Diverse idee nacquero da quella fucina di entusiasmo e di pensiero. Tra queste, quella dell’integrazione economica del continente, che ha dato vita a quella che oggi conosciamo come Unione Europea, e quella di una “Corte suprema” che, sulla base di una “Carta dei diritti” adottata a livello europeo, controllasse il rispetto dei diritti fondamentali.

Circa un anno dopo il Congresso dell’Aja, il Consiglio d’Europa nasceva a Londra nel maggio del 1949. Nell’ambito di questa organizzazione veniva negoziata e adottata in tempi record la Convenzione europea dei diritti dell’uomo, che veniva firmata a Roma il 4 novembre 1950. La Convenzione istituiva tra l’altro il ricorso individuale e una Corte europea dei diritti dell’uomo, dotata del potere di emettere sentenze vincolanti per gli Stati.

Si trattò di un evento rivoluzionario. Ormai chiunque ritenesse i propri diritti violati poteva ricorrere ad una istanza internazionale indipendente e ottenere una sentenza che lo Stato responsabile della violazione era tenuto a rispettare.

La Corte cominciò a funzionare nel 1959, e da allora ha prodotto una massa imponente di giurisprudenza, che si occupa praticamente di tutti gli aspetti della vita civile. Molte di queste sentenze hanno dato luogo ad importanti riforme legislative in diversi Paesi europei. Un esempio che riguarda il nostro Paese: in seguito alla sentenza Oliari c. Italia del 2015, che ha censurato la mancanza di un quadro giuridico certo in materia di unioni omosessuali, è stata approvata in Italia la legge Cirinnà sulle unioni civili.

Questa giurisprudenza comprende, e questo è abbastanza ovvio, la protezione delle persone da quelle che sono le violazioni più evidenti dei diritti umani, come gli attentati alla vita, le esecuzioni extragiudiziarie, la tortura o altri trattamenti o pene disumani o degradanti. Ma essa si occupa di tante altre cose, come la vita familiare, la libertà di stampa, la libertà di associazione, la libertà di religione e anche la protezione dell’ambiente.

A proposito di protezione dell’ambiente la Corte ha adottato nel 2012 una sentenza che riguarda la crisi dei rifiuti nel nostro territorio, Di Sarno c. Italia.

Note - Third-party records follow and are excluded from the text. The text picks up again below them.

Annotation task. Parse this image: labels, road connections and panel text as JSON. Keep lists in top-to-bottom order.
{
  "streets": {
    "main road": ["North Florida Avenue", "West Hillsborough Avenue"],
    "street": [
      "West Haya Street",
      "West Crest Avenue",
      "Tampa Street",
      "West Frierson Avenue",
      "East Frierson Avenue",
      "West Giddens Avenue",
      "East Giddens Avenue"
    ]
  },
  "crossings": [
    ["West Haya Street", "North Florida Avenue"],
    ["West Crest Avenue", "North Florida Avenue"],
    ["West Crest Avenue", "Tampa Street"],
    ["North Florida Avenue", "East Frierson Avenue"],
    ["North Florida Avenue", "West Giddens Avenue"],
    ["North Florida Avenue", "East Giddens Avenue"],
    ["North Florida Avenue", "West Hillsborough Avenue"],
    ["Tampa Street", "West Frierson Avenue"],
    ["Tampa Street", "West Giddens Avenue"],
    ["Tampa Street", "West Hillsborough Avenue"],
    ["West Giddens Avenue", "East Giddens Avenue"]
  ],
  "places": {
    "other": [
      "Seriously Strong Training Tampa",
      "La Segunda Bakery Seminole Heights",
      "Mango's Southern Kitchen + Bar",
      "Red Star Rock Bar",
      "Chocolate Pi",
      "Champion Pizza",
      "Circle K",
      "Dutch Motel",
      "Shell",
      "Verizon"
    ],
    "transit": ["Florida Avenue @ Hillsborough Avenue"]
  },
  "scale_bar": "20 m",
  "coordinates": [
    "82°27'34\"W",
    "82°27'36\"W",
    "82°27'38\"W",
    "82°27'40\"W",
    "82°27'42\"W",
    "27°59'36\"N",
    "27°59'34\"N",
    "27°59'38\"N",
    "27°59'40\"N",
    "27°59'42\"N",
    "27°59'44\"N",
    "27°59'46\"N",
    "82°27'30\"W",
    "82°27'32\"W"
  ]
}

Un gruppo di cittadini residenti a Somma Vesuviana aveva lamentato l’inerzia delle autorità nella gestione dei rifiuti, e la Corte ha constatato una violazione della vita privata dei ricorrenti per non avere lo Stato italiano, ovviamente nelle sue diverse articolazioni a livello nazionale e locale, assolto ai suoi obblighi positivi in materia.

Molti casi importanti hanno interessato il nostro Paese, stabilendo principi importanti.

Per esempio, oltre al caso Oliari, la sentenza Hirsi-Jamaa, del 2012, che ha sancito l’incompatibilità con la Convenzione della politica dei respingimenti in mare allora perseguita dall’Italia in materia di immigrazione clandestina, o ancora la sentenza Cestaro, del 2015, che purtroppo riflette una brutta pagina della storia del nostro Paese, quella delle brutalità poliziesche perpetrate durante il G8 di Genova del 2001. Molti ricorderanno poi la sentenza Lautsi, del 2011, con la quale la Corte ha sancito la compatibilità con la Convenzione della esposizione del crocifisso nelle aule scolastiche italiane.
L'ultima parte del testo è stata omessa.